Red, white and blue lights danced in my rearview mirror and I started to panic. For a moment, desperation set in and I thought about making an escape. I was in so much trouble that I was on the verge of tears. I pulled my car over to the side of the road and grabbed my license and registration and tried not to panic. Not only was I speeding, I was on my way home from hanging out with my friends and we had been lighting up. I knew the cop would smell it on me and search my car. Lucky I didn't have any more on me.
To make things worse, my dad worked for the state. I wasn't sure what this would mean for him, but it couldn't be good.
The Texas highway patrolman asked me if I knew how fast I was going. I tried to be polite and responsive like I was taught.
"Yes, sir. I apologize."
"You in a hurry, son?"
"No, sir. Just heading home."
"Where are you coming from?"
"I was just out with friends, sir."
"You been drinking, son?"
"No, sir."
"You been smokin, though." It wasn't a question this time.
"Yes, sir." I lowered my eyes, admitting my guilt.
"Stay put for me son."
My dad was going to kill me. We didn't have the best relationship before this, and I knew he wouldn't go easy on me. My parents didn't know I smoked weed. They didn't know a lot about me. They have no idea that I drink occasionally, that I am dreading college, or that I'm gay. I always felt like I was never who they wanted me to be, but we do have a strong bond. It's been complicated.
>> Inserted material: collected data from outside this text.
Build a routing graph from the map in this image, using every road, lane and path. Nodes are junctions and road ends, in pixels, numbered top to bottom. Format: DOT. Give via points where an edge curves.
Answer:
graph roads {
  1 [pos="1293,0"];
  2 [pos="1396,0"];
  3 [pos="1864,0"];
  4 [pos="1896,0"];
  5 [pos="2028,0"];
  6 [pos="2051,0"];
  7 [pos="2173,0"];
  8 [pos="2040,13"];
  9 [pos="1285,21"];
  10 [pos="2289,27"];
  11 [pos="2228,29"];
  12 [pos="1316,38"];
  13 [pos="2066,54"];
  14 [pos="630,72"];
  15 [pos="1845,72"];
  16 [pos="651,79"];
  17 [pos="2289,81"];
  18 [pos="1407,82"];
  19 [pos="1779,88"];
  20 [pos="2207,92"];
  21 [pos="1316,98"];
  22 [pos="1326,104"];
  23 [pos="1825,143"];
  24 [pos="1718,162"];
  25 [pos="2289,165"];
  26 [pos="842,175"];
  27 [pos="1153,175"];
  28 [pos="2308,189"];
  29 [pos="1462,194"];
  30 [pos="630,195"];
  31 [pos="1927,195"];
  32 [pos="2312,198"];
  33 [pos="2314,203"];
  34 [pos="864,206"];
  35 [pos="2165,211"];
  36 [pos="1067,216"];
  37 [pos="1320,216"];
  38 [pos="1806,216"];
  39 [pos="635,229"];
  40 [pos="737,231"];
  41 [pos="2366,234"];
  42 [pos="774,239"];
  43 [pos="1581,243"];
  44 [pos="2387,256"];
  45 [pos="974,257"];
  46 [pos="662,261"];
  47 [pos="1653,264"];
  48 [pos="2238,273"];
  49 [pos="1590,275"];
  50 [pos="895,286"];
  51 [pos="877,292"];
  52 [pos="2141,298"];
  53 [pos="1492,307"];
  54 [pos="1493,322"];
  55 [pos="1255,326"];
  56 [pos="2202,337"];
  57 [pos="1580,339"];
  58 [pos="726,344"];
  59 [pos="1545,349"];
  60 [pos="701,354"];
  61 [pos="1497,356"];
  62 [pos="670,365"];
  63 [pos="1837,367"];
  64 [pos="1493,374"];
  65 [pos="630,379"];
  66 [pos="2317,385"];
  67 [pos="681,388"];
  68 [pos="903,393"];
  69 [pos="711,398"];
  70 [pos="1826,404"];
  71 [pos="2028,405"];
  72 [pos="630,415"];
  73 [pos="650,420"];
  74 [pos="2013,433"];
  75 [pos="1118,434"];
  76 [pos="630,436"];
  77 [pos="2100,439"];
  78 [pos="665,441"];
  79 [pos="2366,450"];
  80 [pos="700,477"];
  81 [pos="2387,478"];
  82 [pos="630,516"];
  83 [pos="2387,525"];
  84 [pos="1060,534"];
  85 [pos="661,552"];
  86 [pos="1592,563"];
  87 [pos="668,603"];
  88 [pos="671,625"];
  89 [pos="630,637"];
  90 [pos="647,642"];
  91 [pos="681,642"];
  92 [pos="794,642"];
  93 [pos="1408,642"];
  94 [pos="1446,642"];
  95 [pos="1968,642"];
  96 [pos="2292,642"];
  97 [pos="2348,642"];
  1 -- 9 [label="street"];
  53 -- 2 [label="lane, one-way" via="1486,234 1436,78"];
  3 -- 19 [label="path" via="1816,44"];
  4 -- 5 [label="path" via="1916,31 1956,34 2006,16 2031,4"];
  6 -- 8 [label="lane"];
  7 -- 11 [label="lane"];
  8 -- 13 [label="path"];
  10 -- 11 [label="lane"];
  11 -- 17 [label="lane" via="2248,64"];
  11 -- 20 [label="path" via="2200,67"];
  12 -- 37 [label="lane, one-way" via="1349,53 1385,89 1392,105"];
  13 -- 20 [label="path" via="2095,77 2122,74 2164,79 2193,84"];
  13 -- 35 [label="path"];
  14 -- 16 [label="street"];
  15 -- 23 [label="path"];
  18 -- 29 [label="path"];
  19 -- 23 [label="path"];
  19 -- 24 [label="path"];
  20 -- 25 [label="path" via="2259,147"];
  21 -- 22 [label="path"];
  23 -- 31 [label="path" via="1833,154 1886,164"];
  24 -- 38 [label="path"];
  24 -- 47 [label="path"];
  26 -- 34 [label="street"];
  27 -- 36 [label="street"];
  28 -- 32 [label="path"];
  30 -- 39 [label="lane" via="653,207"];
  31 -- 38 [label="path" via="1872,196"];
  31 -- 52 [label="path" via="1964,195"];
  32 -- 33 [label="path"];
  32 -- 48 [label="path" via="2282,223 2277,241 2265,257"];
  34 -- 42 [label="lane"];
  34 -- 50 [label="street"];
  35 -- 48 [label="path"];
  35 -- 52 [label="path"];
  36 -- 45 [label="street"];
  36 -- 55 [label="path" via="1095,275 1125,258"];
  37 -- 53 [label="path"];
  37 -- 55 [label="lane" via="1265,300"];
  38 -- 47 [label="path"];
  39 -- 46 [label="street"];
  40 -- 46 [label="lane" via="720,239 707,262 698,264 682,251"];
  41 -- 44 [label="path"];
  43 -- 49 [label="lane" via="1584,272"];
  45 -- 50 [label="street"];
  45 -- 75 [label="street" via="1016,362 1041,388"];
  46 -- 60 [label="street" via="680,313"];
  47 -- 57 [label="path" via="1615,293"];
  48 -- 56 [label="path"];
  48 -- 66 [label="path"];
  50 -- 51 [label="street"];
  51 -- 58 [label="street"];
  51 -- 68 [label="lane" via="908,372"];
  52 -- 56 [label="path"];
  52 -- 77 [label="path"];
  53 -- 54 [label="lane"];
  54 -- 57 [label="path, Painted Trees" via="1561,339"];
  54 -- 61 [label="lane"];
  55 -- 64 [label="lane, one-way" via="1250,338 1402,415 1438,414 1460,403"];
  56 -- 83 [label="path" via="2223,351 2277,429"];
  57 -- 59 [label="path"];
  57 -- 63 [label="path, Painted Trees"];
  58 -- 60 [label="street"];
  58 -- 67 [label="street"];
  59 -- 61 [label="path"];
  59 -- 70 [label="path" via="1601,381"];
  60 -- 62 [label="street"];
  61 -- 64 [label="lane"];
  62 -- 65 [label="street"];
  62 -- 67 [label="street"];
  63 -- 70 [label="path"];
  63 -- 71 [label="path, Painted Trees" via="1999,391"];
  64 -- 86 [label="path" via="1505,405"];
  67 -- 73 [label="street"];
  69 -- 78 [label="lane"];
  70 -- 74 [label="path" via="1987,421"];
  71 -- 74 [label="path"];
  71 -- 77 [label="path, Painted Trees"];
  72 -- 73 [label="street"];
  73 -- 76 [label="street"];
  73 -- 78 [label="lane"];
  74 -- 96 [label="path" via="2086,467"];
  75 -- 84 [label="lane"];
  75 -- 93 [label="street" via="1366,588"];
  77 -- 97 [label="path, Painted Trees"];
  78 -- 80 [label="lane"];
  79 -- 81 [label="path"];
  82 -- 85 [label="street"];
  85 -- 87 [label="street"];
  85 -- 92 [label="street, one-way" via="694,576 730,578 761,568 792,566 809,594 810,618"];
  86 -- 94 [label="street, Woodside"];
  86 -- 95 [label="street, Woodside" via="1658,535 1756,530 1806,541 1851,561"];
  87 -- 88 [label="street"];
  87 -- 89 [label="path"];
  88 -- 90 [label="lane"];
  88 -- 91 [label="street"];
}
I know they try, which is why I try so hard to hide the parts of me I think they'll be ashamed of. There was no hiding this, though, and I feared this may be a domino that starts a chain reaction of unfortunate revelations. Would they arrest me for smoking weed? I just now realized I didn't even know the consequences of breaking the law. If my dad had to come bail me out of prison, tonight threatened to be the worst night of my life.
I saw the officer head back towards me in the rearview mirror and braced myself for the worst.
"You're Dave's boy, aren't you?"
"Yes, sir," I thought I might cry but fought it with everything I had.
"Well, it's either your lucky day or your unluckiest." I started to feel sick. "I'm gonna have to ask you to follow me."
The mystery of the unorthodox situation alleviated my fears enough to prevent my panic attack, but this feeling of dread sat heavily in the pit of my stomach. I followed the officer's car for a while desperately curious to know where he was taking me. After five minutes on the highway, we finally took an exit and eventually turned into a nice neighborhood. The officer stopped in front of a modest home, parked his car and returned to my window.
"Park it, son. You're going inside."
I parked my car, followed the officer to the door and waited as he knocked.
Who opened the door but State Senator Hugh Davis.
Hugh was an old bully, a senior politician, and a sexy bear of a man. He was a big man - an athlete in his prime, but now more of this boulder of aging muscle and excess bulk. He was just my type. My dad worked on his staff and I'd met him a couple of times at his work functions. He carried himself with this indescribable confidence. I remember one event in particular. A few years ago, I attended a re-election rally my dad had assisted with and I was mesmerized by his charisma.
I was there early to hang posters with my dad when he first introduced himself to me. The firmness of his handshake, the gleam of his smile, that look in his eye. He somehow made you feel like you were important to him within thirty seconds. He also had this subtle Texas drawl that made him even more irresistible to me. He thanked me for helping and told me how lucky I was to have my dad and how bright my future would be. After our brief encounter, I spent the rest of the event staring from a distance. I watched his every move and traced his round body with my eyes. I don't know if Hugh was the reason or just the first time I had realized that I had a thing for a real man's belly. I gawked at his gut, his powerful frame, and wondered what he might look like naked.
I had seen him a couple of other times, but mostly I knew him from stories. My dad talked about how kind he could be, but also described him as ruthless. I couldn't tell if he admired Hugh, feared him, or hated him.
Now I stood before Hugh Davis, guilty and trapped. He thanked the officer for escorting me here and dismissed him.
"Come inside, Collin."
His house was not particularly large, but it was beautiful inside. He led me to an office where he took his seat behind a large oak desk and beckoned me to sit across from him.
"I'm afraid you've made some poor decisions tonight, Collin."
I bowed my head in shame.
"Officer Miles tells me you've been speeding, driving recklessly, and smoking weed this evening. Is that true?"
"Yes, sir."
"Collin have you been drinking."
"No sir." I was still looking at the floor.
"Look in my eyes, Collin."
I looked up and softened a bit. This intense lust was building within me, but was suppressed by the overwhelming feeling of shame, guilt, and fear.
"Don't lie to me tonight, boy. Do you understand?"
His eyes warned me that I'd better listen.
"I understand, sir. I have not been drinking."
"Good. Don't you ever drink and drive, you hear?"